Of course, it is also desirable to have operations performed as efficiently as possible in terms of the number of memory accesses they need. Typically, memories formed from semiconductors are conceptually organized into rows and columns. When a memory is accessed, there is a maximum number of bytes at a particular row address that can be written or read in each access cycle. For example, if the memory bus is four bytes wide, it is possible (in an SRAM type memory) to access up to four bytes within a row in a single access. Sometimes four bytes from the specified row are needed, but at other times fewer than four may be needed. “Data access efficiency,” as the term is used herein, refers to the percentage of bytes available in a memory read cycle that are actually needed.

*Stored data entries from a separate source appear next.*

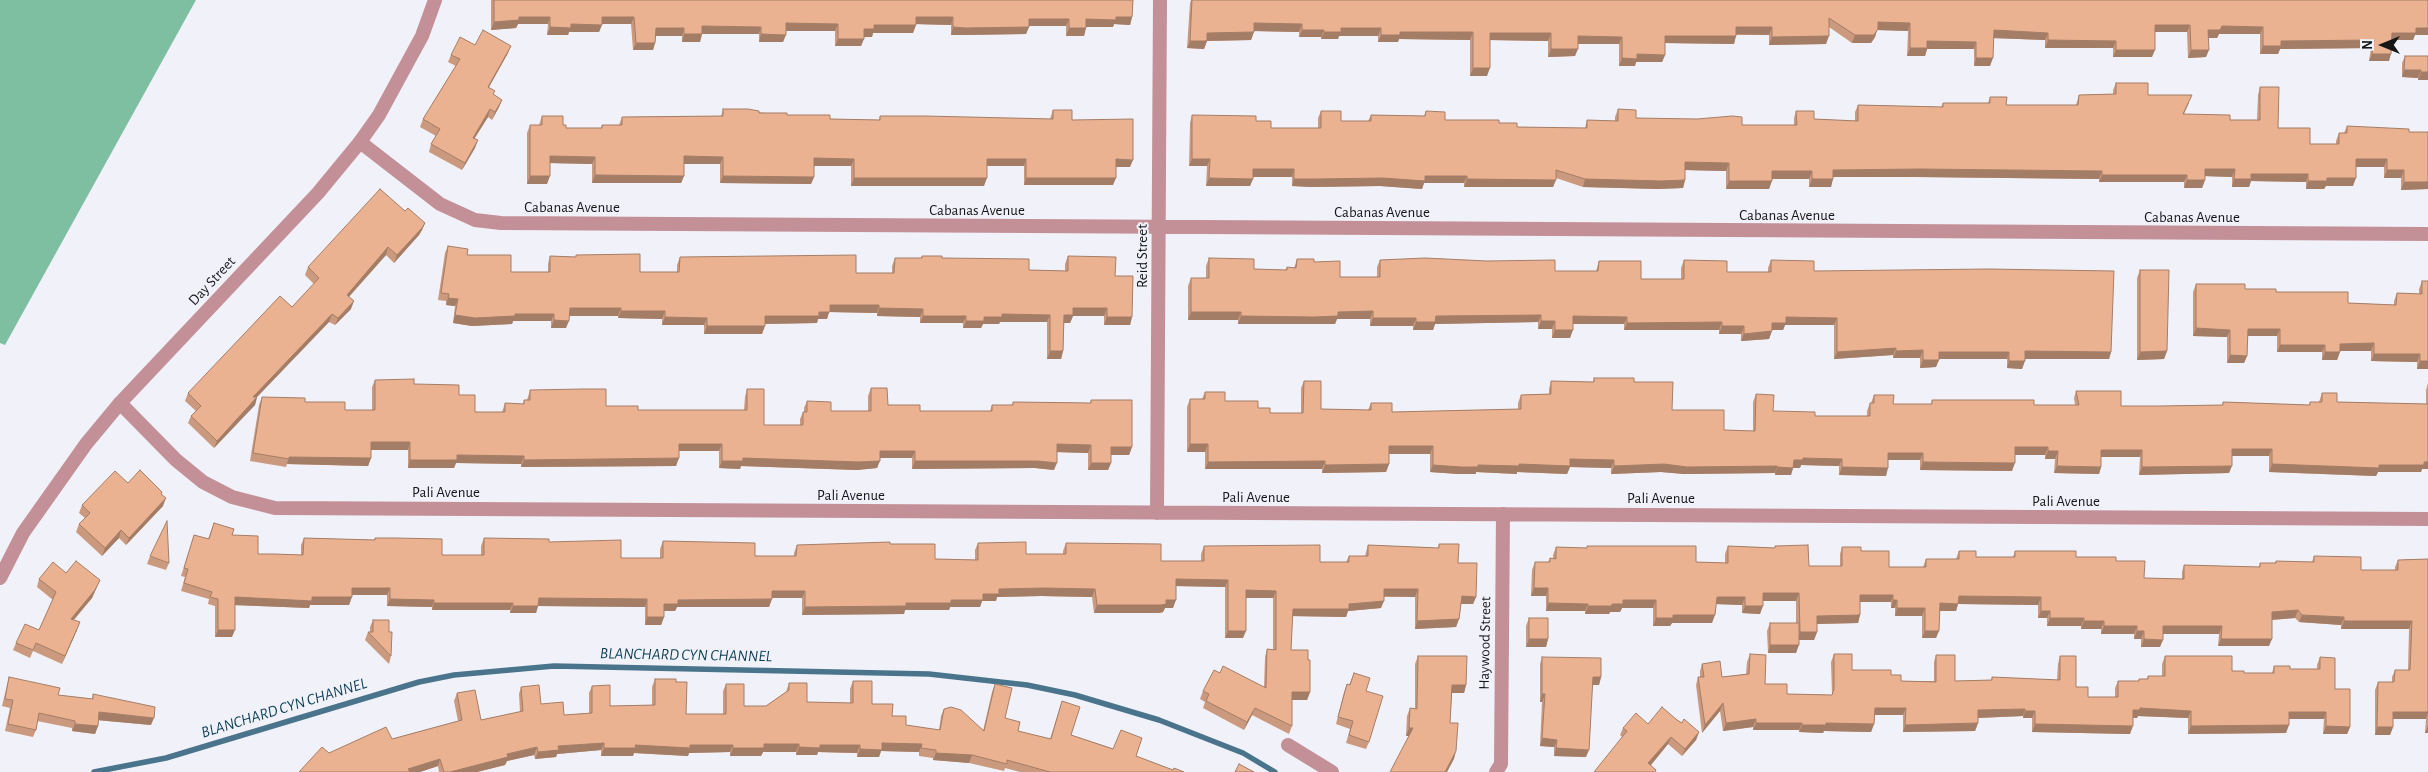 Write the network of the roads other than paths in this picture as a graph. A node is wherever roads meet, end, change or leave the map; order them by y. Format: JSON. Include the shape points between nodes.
{"nodes":[{"id":1,"x":435,"y":0,"type":"edge"},
{"id":2,"x":1160,"y":0,"type":"edge"},
{"id":3,"x":360,"y":142,"type":"junction"},
{"id":4,"x":1158,"y":227,"type":"junction"},
{"id":5,"x":2428,"y":234,"type":"edge"},
{"id":6,"x":120,"y":403,"type":"junction"},
{"id":7,"x":1157,"y":512,"type":"junction"},
{"id":8,"x":1503,"y":514,"type":"junction"},
{"id":9,"x":2428,"y":519,"type":"edge"},
{"id":10,"x":0,"y":578,"type":"edge"},
{"id":11,"x":1288,"y":745,"type":"dead end"},
{"id":12,"x":1503,"y":769,"type":"edge"},
{"id":13,"x":1332,"y":772,"type":"edge"}],
"edges":[{"from":1,"to":3,"type":"street","name":"Day Street","via":[[422,36],[379,116]]},
{"from":2,"to":4,"type":"street","name":"Reid Street"},
{"from":3,"to":4,"type":"street","name":"Cabanas Avenue","via":[[440,204],[475,220],[501,223]]},
{"from":3,"to":6,"type":"street","name":"Day Street","via":[[318,192]]},
{"from":4,"to":5,"type":"street","name":"Cabanas Avenue"},
{"from":4,"to":7,"type":"street","name":"Reid Street"},
{"from":6,"to":7,"type":"street","name":"Pali Avenue","via":[[202,482],[232,497],[274,508]]},
{"from":6,"to":10,"type":"street","name":"Day Street","via":[[53,488],[23,534]]},
{"from":7,"to":8,"type":"street","name":"Pali Avenue"},
{"from":8,"to":9,"type":"street","name":"Pali Avenue"},
{"from":8,"to":12,"type":"street","name":"Haywood Street"},
{"from":11,"to":13,"type":"street"}]}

Obviously, an operation that requires four memory cycles to fetch four bytes is less efficient than one that can fetch the four bytes in a single memory cycle. Similarly, the term also refers to the percentage of the maximum possible number of bytes that are actually stored in a memory write cycle.

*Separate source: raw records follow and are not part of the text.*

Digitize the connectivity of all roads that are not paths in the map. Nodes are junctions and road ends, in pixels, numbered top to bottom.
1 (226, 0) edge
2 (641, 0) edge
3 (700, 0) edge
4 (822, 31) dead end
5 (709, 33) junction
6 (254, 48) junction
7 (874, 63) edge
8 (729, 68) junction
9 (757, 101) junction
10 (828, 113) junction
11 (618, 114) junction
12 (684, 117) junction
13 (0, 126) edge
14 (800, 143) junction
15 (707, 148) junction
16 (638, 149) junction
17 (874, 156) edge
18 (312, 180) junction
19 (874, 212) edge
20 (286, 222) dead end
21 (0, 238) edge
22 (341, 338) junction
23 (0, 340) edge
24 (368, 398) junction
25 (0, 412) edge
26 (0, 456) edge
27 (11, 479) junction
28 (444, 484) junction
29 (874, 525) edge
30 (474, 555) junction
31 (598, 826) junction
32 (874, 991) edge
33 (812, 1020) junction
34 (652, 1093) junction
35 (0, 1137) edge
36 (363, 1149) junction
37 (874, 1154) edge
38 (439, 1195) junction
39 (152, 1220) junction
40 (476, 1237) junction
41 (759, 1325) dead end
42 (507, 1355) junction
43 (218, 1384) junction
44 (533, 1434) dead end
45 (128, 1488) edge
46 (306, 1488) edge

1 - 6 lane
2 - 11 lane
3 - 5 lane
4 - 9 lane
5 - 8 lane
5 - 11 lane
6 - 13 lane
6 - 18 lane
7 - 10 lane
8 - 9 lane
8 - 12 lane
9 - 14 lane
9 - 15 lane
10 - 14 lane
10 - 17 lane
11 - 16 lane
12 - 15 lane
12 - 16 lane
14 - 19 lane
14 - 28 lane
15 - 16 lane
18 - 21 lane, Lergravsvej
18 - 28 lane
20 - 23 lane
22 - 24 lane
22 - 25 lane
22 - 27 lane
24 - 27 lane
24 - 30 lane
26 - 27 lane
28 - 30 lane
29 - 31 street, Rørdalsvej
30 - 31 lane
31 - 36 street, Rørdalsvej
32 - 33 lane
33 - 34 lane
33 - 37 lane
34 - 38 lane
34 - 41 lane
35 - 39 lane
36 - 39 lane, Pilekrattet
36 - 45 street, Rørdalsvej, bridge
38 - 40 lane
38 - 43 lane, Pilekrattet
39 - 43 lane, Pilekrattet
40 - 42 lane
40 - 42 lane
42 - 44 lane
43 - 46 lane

Generally, an image will be transmitted for storing in a memory in raster order. A common way to store an image in memory is to store raster-ordered pixels at sequential memory addresses as they are received, which is an efficient way to store the image data. However, if an image in which the color-resolution has been reduced both horizontally and vertically is stored in raster order, data access efficiency can suffer when the image is fetched for the purpose of reintroducing the missing color information. This is because the Cr and Cb components needed to calculate missing color information are not stored “locally,” that is, they are not stored in the same row with the associated Y components.

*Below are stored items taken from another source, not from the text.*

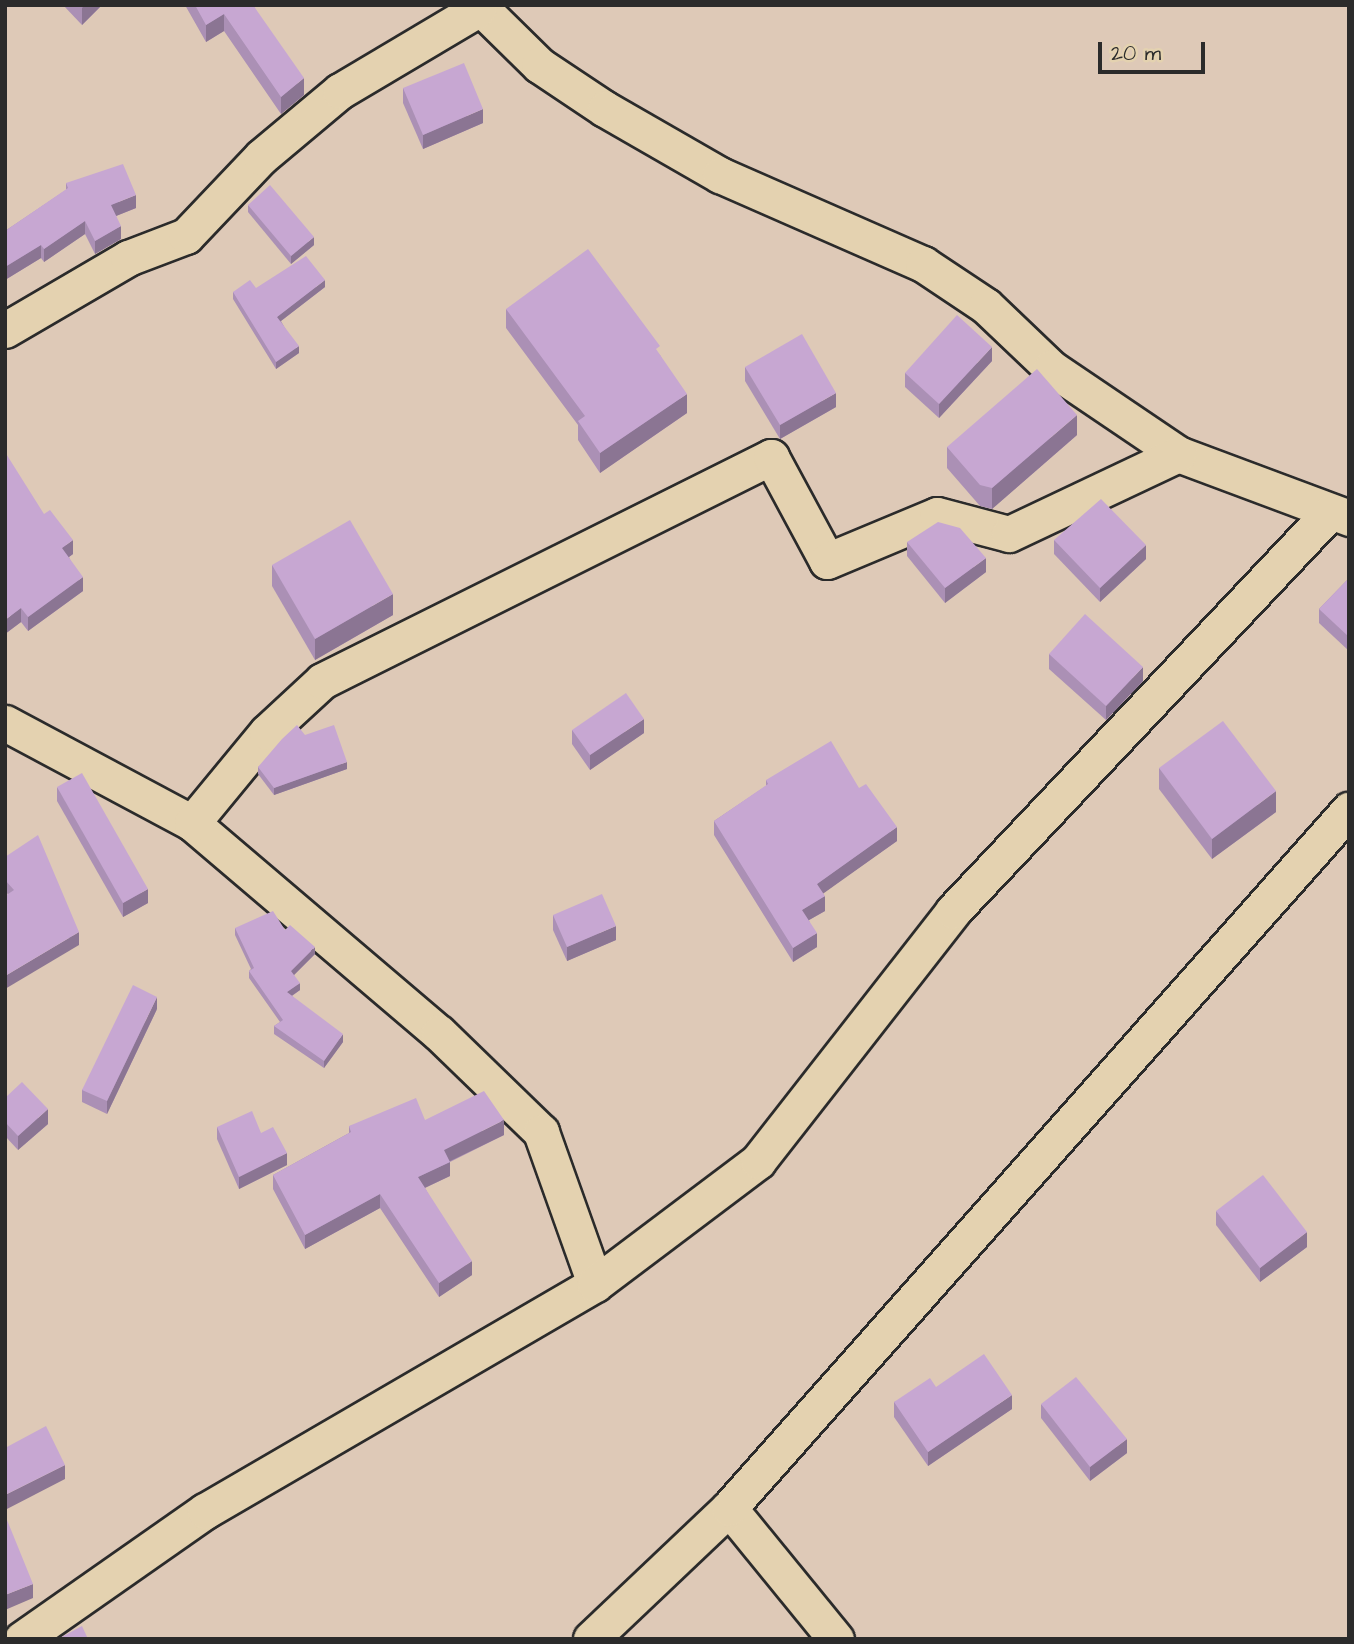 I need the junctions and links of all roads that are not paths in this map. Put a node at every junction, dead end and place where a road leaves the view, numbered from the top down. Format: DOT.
graph roads {
  1 [pos="478,7"];
  2 [pos="5,330"];
  3 [pos="1178,454"];
  4 [pos="1339,516"];
  5 [pos="5,723"];
  6 [pos="1349,810"];
  7 [pos="192,824"];
  8 [pos="595,1284"];
  9 [pos="729,1508"];
  10 [pos="22,1639"];
  11 [pos="591,1639"];
  12 [pos="836,1639"];
  1 -- 2 [label="street"];
  1 -- 3 [label="street"];
  3 -- 4 [label="street"];
  3 -- 7 [label="street"];
  4 -- 8 [label="street"];
  5 -- 7 [label="street"];
  6 -- 9 [label="street"];
  7 -- 8 [label="street"];
  8 -- 10 [label="street"];
  9 -- 11 [label="street"];
  9 -- 12 [label="street"];
}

Another situation where data access efficiency suffers is where a reduced color-resolution image is presented in raster order for storing in a memory and it is desired to display the image in a rotated orientation. An image may be rotated when it is stored into or when it is fetched from memory. Consider the case of rotating an image by 90 degrees upon storing. Further, assume that the color-resolution of the image has been reduced both horizontally and vertically. This operation typically requires that the image data be stored in such a way that fetching from sequential memory addresses provides a rotated, raster-ordered version of the image. The reason that “data access efficiency” suffers in this situation is because the Cr and Cb components needed to calculate missing color information for associated Y components should, for efficent fetching, be stored locally in the memory. However, the Cr and Cb components are not “local” to one another in the raster-ordered data stream presented for storage. First, two Y components and the Cr component from a first line will appear sequentially in the data stream. Later, two Y more components and the Cb component from pixels in the same image columns, but on the line below will appear sequentially in the data stream. The first and second groups of three components separated temporally by the time needed to store a line of image data. Accordingly, because there is a time delay before the second group can be stored, two memory accesses are needed.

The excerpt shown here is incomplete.